PROVIDED RECORDS
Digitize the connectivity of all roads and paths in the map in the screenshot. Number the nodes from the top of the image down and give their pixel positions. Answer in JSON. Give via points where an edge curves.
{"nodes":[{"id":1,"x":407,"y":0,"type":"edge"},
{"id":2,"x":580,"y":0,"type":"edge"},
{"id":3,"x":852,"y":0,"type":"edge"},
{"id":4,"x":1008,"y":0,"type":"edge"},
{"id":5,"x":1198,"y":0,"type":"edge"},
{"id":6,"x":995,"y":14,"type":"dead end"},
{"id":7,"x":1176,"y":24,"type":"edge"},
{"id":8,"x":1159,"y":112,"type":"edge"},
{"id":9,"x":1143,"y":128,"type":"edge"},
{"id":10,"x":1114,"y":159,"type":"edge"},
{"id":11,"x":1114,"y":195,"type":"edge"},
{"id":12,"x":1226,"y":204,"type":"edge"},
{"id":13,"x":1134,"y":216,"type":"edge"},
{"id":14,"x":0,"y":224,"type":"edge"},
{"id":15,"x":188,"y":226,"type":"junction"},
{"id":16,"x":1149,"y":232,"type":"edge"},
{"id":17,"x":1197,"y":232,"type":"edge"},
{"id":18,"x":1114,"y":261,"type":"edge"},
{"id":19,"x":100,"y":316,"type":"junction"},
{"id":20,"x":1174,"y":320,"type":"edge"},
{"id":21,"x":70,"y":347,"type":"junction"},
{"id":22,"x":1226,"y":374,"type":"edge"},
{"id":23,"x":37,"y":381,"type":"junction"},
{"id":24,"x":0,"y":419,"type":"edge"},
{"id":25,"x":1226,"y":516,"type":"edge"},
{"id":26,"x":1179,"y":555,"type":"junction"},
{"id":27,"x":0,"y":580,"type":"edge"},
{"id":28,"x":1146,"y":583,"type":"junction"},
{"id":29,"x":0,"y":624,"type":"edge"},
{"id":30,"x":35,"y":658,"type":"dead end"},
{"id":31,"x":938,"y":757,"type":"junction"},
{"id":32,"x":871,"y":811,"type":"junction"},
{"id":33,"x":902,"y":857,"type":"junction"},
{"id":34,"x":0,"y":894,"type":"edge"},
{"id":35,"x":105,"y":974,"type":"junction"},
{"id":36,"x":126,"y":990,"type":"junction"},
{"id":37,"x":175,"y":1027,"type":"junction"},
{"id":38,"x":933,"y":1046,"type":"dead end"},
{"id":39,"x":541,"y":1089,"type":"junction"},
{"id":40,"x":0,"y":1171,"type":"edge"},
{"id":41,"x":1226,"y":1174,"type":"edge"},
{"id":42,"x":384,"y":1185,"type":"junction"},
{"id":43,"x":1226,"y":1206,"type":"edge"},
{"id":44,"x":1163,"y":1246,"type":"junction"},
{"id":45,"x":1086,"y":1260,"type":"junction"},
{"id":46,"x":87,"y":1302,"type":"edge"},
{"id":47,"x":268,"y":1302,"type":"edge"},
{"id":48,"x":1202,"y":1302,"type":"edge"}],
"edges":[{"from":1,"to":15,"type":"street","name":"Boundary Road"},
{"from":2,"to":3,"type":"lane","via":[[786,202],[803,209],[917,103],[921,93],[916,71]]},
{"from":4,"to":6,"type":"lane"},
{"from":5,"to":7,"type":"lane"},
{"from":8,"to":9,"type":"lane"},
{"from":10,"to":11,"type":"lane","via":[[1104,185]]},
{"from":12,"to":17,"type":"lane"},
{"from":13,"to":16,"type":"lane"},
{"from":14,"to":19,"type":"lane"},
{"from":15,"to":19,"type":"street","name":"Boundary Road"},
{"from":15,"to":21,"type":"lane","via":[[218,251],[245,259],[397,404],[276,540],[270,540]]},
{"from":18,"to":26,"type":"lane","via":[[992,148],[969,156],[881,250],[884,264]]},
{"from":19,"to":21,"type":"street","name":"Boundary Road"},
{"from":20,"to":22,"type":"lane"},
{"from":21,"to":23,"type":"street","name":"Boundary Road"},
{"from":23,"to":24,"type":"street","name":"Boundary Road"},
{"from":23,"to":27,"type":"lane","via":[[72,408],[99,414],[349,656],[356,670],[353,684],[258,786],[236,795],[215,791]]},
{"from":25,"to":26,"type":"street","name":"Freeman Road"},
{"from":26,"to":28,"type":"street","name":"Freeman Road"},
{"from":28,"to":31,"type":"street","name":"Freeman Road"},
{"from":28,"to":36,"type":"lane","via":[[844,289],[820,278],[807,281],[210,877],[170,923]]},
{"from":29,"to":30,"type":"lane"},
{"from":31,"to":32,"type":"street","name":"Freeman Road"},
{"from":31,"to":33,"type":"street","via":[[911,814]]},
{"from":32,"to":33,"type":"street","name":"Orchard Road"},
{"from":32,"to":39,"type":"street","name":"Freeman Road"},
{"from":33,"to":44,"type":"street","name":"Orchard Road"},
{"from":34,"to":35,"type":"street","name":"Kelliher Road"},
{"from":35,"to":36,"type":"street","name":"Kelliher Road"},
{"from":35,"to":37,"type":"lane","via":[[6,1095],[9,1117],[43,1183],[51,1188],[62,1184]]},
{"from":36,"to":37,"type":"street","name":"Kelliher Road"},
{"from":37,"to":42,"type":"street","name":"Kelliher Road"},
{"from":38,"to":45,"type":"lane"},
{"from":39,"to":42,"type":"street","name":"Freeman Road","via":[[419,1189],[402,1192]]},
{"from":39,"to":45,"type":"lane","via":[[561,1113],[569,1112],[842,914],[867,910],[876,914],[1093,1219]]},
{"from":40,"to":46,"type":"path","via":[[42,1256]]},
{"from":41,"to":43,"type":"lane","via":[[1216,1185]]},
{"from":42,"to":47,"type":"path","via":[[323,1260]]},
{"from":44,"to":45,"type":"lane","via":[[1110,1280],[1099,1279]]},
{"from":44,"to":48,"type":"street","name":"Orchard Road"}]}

DESCRIPTION OF THE TASK
Give only the number of lines in the entries above that contain the string "Kelliher".

EXERCISE OUTPUT
4